CUB wrapper ccall overhead on Windows

I had not profiled the code before in this manner. Thanks for the suggestion.

I’m not sure how to interpret the output, though. With the above code in cub_ccall_test.jl, and additionally

using BenchmarkTools
using Profile, PProf

Profile.clear()
@bprofile CUDA.@sync sort_pairs!($keys_in, $keys_out, $values_in, $values_out, $N)
pprof(from_c=true)

on my Windows machine I find for Flat%

65.94% in cuProfilerStop
10.56% in RtlQueryPerformanceCounter
10.24% in NtGdiDdDDIDestroyAllocation2
 8.06% in [unknown function]
 4.64% in NtGdiDdDDICreateAllocation

On my Linux machine I get

92.28% in [unknown function]
 7.35% in ioctl

Based on the Linux results, I would assume that [unknown function] then refers to cub::DeviceRadixSort::SortPairs itself, though that seems incompatible with the Windows results?

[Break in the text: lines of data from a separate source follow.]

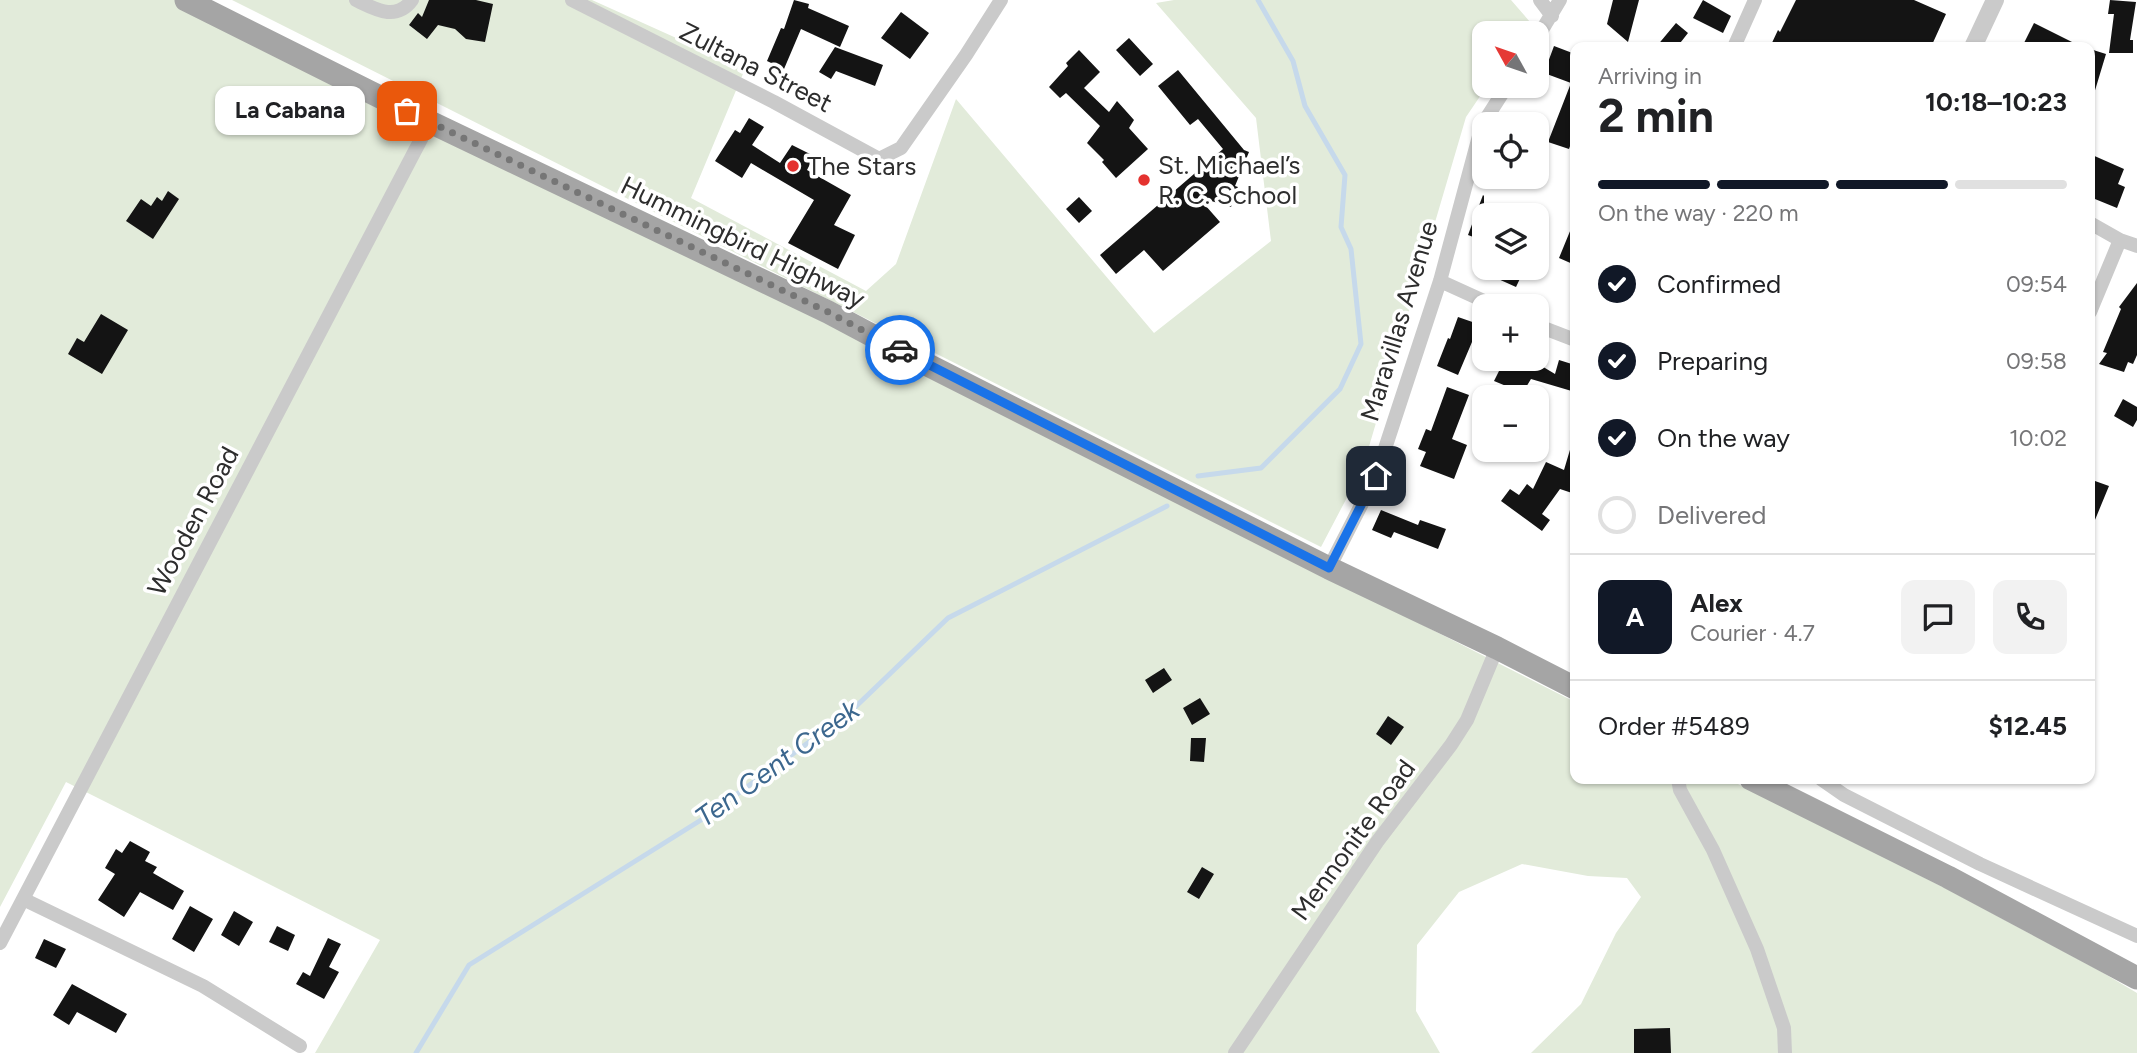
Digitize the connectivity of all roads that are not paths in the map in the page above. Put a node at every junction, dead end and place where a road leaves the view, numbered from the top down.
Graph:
1 (186, 0) edge
2 (356, 0) edge
3 (412, 0) edge
4 (572, 0) edge
5 (1001, 0) edge
6 (1540, 0) edge
7 (1560, 0) edge
8 (1755, 0) edge
9 (1994, 0) edge
10 (1552, 16) junction
11 (1549, 21) edge
12 (1736, 42) edge
13 (1975, 42) edge
14 (1499, 98) edge
15 (430, 122) junction
16 (2095, 226) edge
17 (2120, 240) junction
18 (2137, 246) edge
19 (1440, 281) junction
20 (1472, 296) edge
21 (2095, 300) edge
22 (1549, 330) edge
23 (1570, 338) edge
24 (1329, 568) junction
25 (1497, 648) junction
26 (1570, 685) edge
27 (1679, 784) edge
28 (1761, 784) edge
29 (1828, 784) edge
30 (23, 899) junction
31 (2137, 936) edge
32 (0, 943) edge
33 (2137, 978) edge
34 (300, 1046) dead end
35 (1235, 1053) edge
36 (1786, 1053) edge

1 - 15 main road, Hummingbird Highway
2 - 3 street
4 - 5 street, Zultana Street
6 - 10 street
7 - 10 street
8 - 12 street
9 - 13 street
10 - 11 street
14 - 19 street, Maravillas Avenue
15 - 24 main road, Hummingbird Highway
15 - 30 street, Wooden Road
16 - 17 street
17 - 18 street
17 - 21 street
19 - 20 street
19 - 24 street, Maravillas Avenue
22 - 23 street
24 - 25 main road, Hummingbird Highway
25 - 26 main road, Hummingbird Highway
25 - 35 street, Mennonite Road
27 - 36 street
28 - 33 main road
29 - 31 street
30 - 32 street, Wooden Road
30 - 34 street

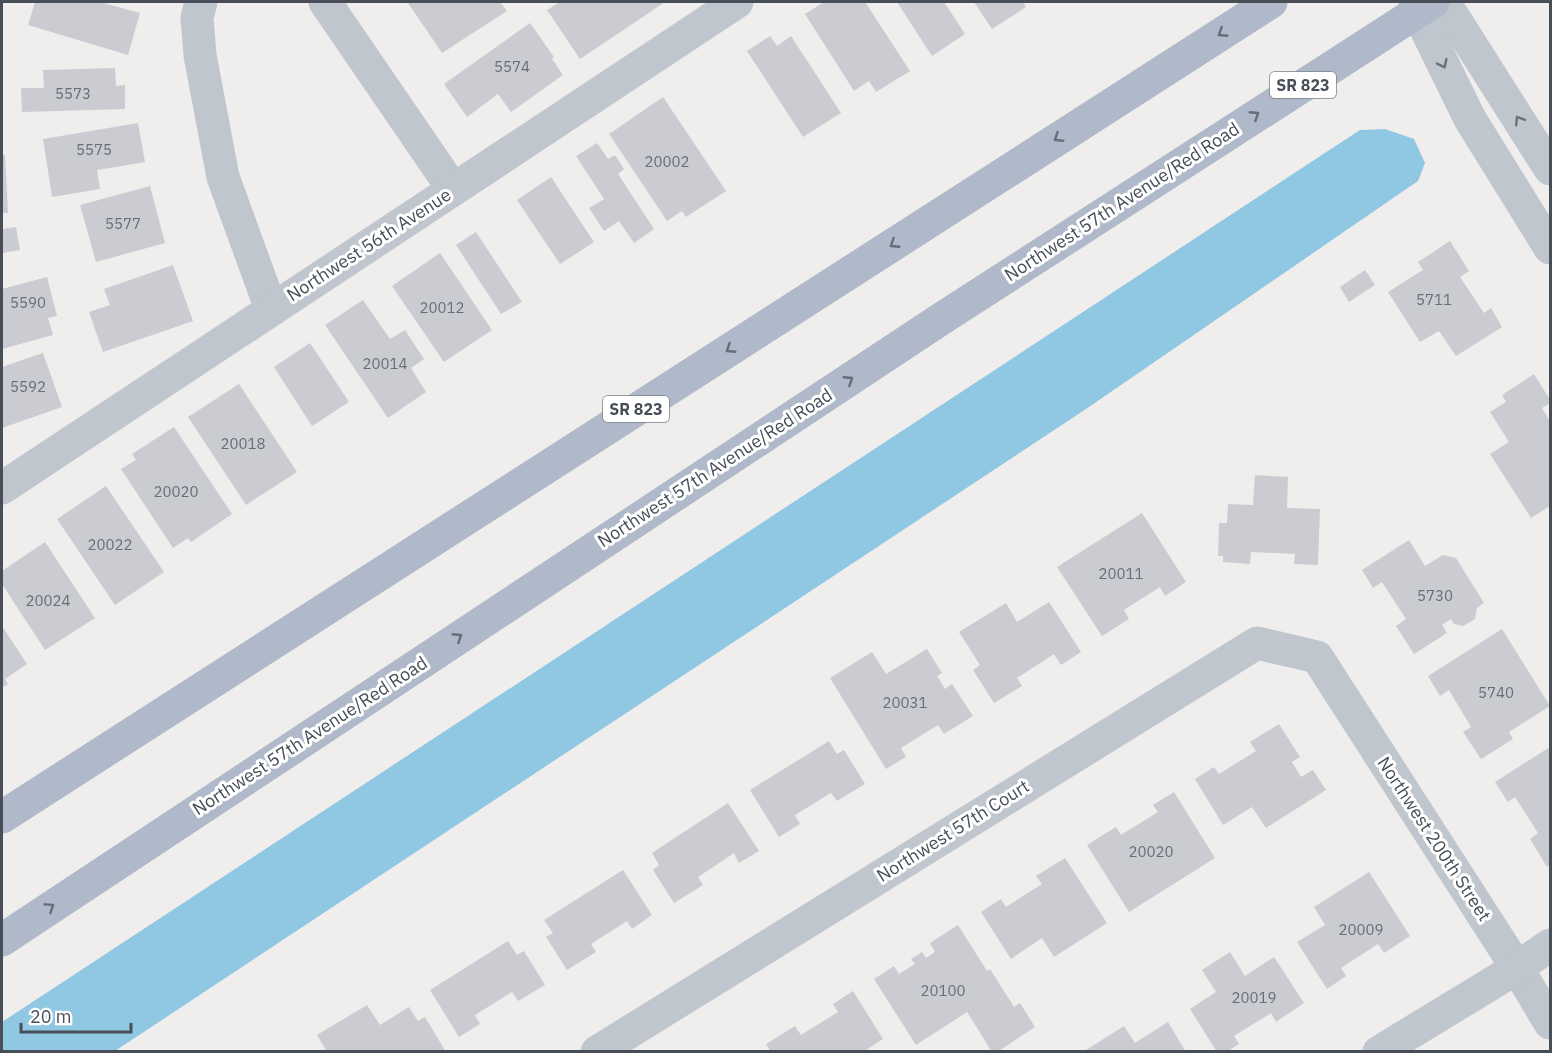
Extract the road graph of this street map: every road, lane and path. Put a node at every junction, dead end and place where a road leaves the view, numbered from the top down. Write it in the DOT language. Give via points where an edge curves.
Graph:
graph roads {
  1 [pos="201,2"];
  2 [pos="324,2"];
  3 [pos="737,2"];
  4 [pos="1271,2"];
  5 [pos="1427,4"];
  6 [pos="1551,169"];
  7 [pos="453,189"];
  8 [pos="1551,248"];
  9 [pos="271,309"];
  10 [pos="2,488"];
  11 [pos="1317,657"];
  12 [pos="2,817"];
  13 [pos="2,940"];
  14 [pos="1551,945"];
  15 [pos="1517,968"];
  16 [pos="1551,1023"];
  17 [pos="597,1052"];
  18 [pos="1379,1052"];
  1 -- 9 [label="street" via="197,18 200,55 223,177"];
  2 -- 7 [label="street"];
  3 -- 7 [label="street, Northwest 56th Avenue"];
  4 -- 12 [label="main road, SR 823, one-way"];
  6 -- 5 [label="street, one-way"];
  5 -- 8 [label="street, one-way" via="1470,119"];
  13 -- 5 [label="main road, Northwest 57th Avenue/Red Road / SR 823, one-way" via="941,319"];
  7 -- 9 [label="street, Northwest 56th Avenue"];
  9 -- 10 [label="street, Northwest 56th Avenue"];
  11 -- 15 [label="street, Northwest 200th Street"];
  11 -- 17 [label="street, Northwest 57th Court" via="1257,643"];
  14 -- 15 [label="street"];
  15 -- 16 [label="street, Northwest 200th Street"];
  15 -- 18 [label="street"];
}
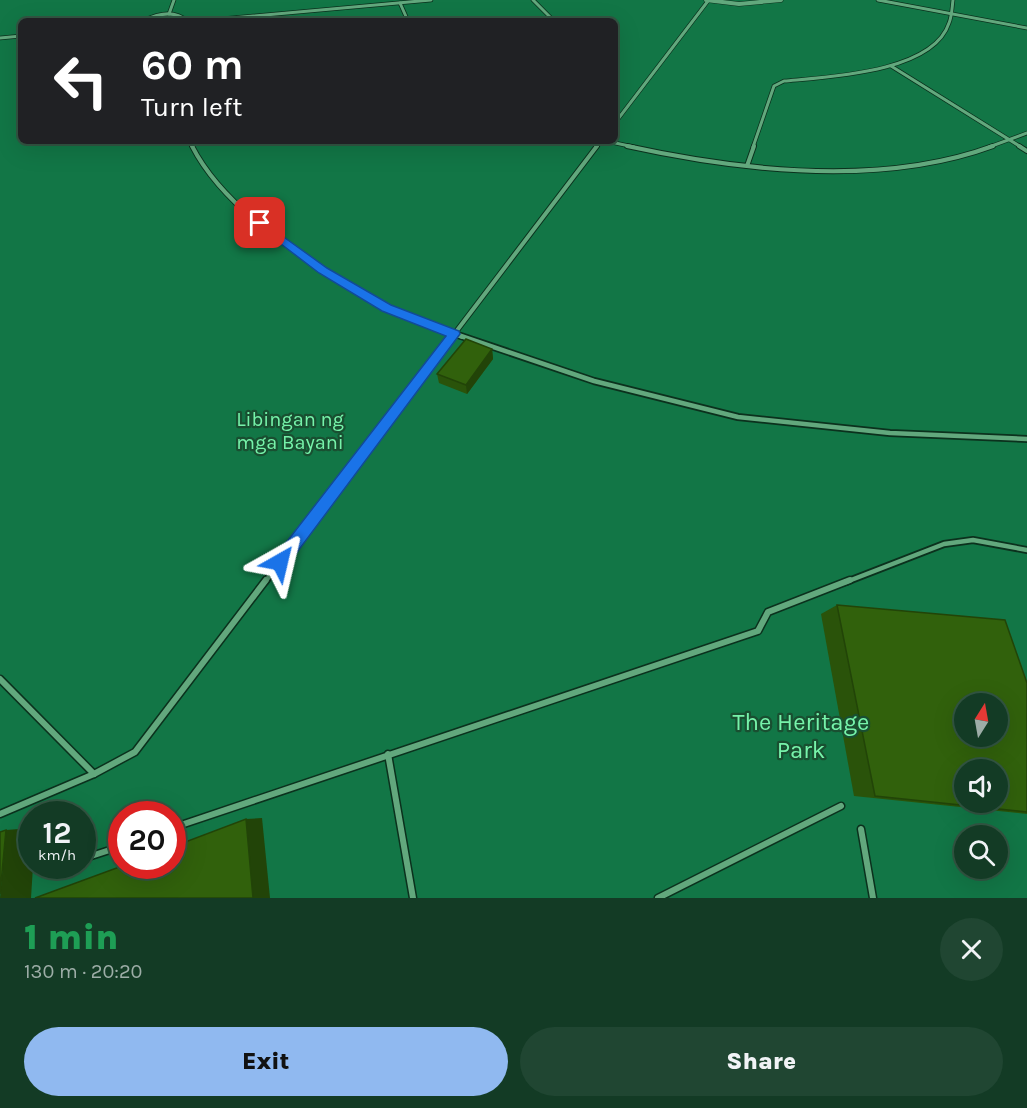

In the mean time I was also able to test the code on another Windows machine (Windows 11, RTX 2080, Julia 1.10.4, nvcc 11.8, cl 19.20.27508.1) and found

sort_pairs, time including ccall:
        19.622600000000002 ms

sort_pairs, time excluding ccall:
        19.670223 ms

i.e. now there is no overhead. Possibly there is then just an issue with my Windows pc in this context, and not Windows in general. I’ll try to find a third Windows machine for further testing.